Collected data:
------------------------
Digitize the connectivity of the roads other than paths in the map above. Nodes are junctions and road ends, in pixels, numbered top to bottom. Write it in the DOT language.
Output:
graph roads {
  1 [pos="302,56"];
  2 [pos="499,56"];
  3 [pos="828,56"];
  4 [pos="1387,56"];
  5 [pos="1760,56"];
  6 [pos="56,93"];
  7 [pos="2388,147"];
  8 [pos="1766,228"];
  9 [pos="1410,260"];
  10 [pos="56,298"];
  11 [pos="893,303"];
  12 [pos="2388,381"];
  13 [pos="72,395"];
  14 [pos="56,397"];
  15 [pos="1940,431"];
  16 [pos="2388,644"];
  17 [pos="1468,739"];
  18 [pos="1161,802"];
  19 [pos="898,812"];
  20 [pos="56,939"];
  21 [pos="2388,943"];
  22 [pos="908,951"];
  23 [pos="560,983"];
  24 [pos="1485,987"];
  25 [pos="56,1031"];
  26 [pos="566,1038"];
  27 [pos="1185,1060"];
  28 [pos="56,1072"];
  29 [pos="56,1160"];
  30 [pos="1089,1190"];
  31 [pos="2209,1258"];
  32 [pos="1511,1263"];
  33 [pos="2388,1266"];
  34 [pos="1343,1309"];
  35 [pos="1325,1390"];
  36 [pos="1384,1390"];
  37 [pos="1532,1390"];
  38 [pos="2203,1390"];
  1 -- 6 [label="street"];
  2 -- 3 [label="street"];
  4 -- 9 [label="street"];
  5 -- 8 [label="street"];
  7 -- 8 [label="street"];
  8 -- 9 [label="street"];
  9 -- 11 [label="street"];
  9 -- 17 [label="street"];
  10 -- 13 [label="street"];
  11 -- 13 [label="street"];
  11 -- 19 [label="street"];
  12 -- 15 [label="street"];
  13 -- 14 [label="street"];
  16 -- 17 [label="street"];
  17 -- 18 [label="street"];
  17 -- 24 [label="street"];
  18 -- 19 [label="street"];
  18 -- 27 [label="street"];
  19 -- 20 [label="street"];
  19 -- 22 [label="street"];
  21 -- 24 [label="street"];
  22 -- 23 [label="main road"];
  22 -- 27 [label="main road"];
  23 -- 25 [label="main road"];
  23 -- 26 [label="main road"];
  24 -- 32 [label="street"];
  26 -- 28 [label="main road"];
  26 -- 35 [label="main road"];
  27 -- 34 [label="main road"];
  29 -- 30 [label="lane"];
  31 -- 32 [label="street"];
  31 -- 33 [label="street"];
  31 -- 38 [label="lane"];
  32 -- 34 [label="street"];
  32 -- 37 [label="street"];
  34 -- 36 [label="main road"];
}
------------------------
REQUIRED ACTION:
Word for word, write out every entry shown above.

EXERCISE RESPONSE:
Digitize the connectivity of the roads other than paths in the map above. Nodes are junctions and road ends, in pixels, numbered top to bottom. Write it in the DOT language.
Output:
graph roads {
  1 [pos="302,56"];
  2 [pos="499,56"];
  3 [pos="828,56"];
  4 [pos="1387,56"];
  5 [pos="1760,56"];
  6 [pos="56,93"];
  7 [pos="2388,147"];
  8 [pos="1766,228"];
  9 [pos="1410,260"];
  10 [pos="56,298"];
  11 [pos="893,303"];
  12 [pos="2388,381"];
  13 [pos="72,395"];
  14 [pos="56,397"];
  15 [pos="1940,431"];
  16 [pos="2388,644"];
  17 [pos="1468,739"];
  18 [pos="1161,802"];
  19 [pos="898,812"];
  20 [pos="56,939"];
  21 [pos="2388,943"];
  22 [pos="908,951"];
  23 [pos="560,983"];
  24 [pos="1485,987"];
  25 [pos="56,1031"];
  26 [pos="566,1038"];
  27 [pos="1185,1060"];
  28 [pos="56,1072"];
  29 [pos="56,1160"];
  30 [pos="1089,1190"];
  31 [pos="2209,1258"];
  32 [pos="1511,1263"];
  33 [pos="2388,1266"];
  34 [pos="1343,1309"];
  35 [pos="1325,1390"];
  36 [pos="1384,1390"];
  37 [pos="1532,1390"];
  38 [pos="2203,1390"];
  1 -- 6 [label="street"];
  2 -- 3 [label="street"];
  4 -- 9 [label="street"];
  5 -- 8 [label="street"];
  7 -- 8 [label="street"];
  8 -- 9 [label="street"];
  9 -- 11 [label="street"];
  9 -- 17 [label="street"];
  10 -- 13 [label="street"];
  11 -- 13 [label="street"];
  11 -- 19 [label="street"];
  12 -- 15 [label="street"];
  13 -- 14 [label="street"];
  16 -- 17 [label="street"];
  17 -- 18 [label="street"];
  17 -- 24 [label="street"];
  18 -- 19 [label="street"];
  18 -- 27 [label="street"];
  19 -- 20 [label="street"];
  19 -- 22 [label="street"];
  21 -- 24 [label="street"];
  22 -- 23 [label="main road"];
  22 -- 27 [label="main road"];
  23 -- 25 [label="main road"];
  23 -- 26 [label="main road"];
  24 -- 32 [label="street"];
  26 -- 28 [label="main road"];
  26 -- 35 [label="main road"];
  27 -- 34 [label="main road"];
  29 -- 30 [label="lane"];
  31 -- 32 [label="street"];
  31 -- 33 [label="street"];
  31 -- 38 [label="lane"];
  32 -- 34 [label="street"];
  32 -- 37 [label="street"];
  34 -- 36 [label="main road"];
}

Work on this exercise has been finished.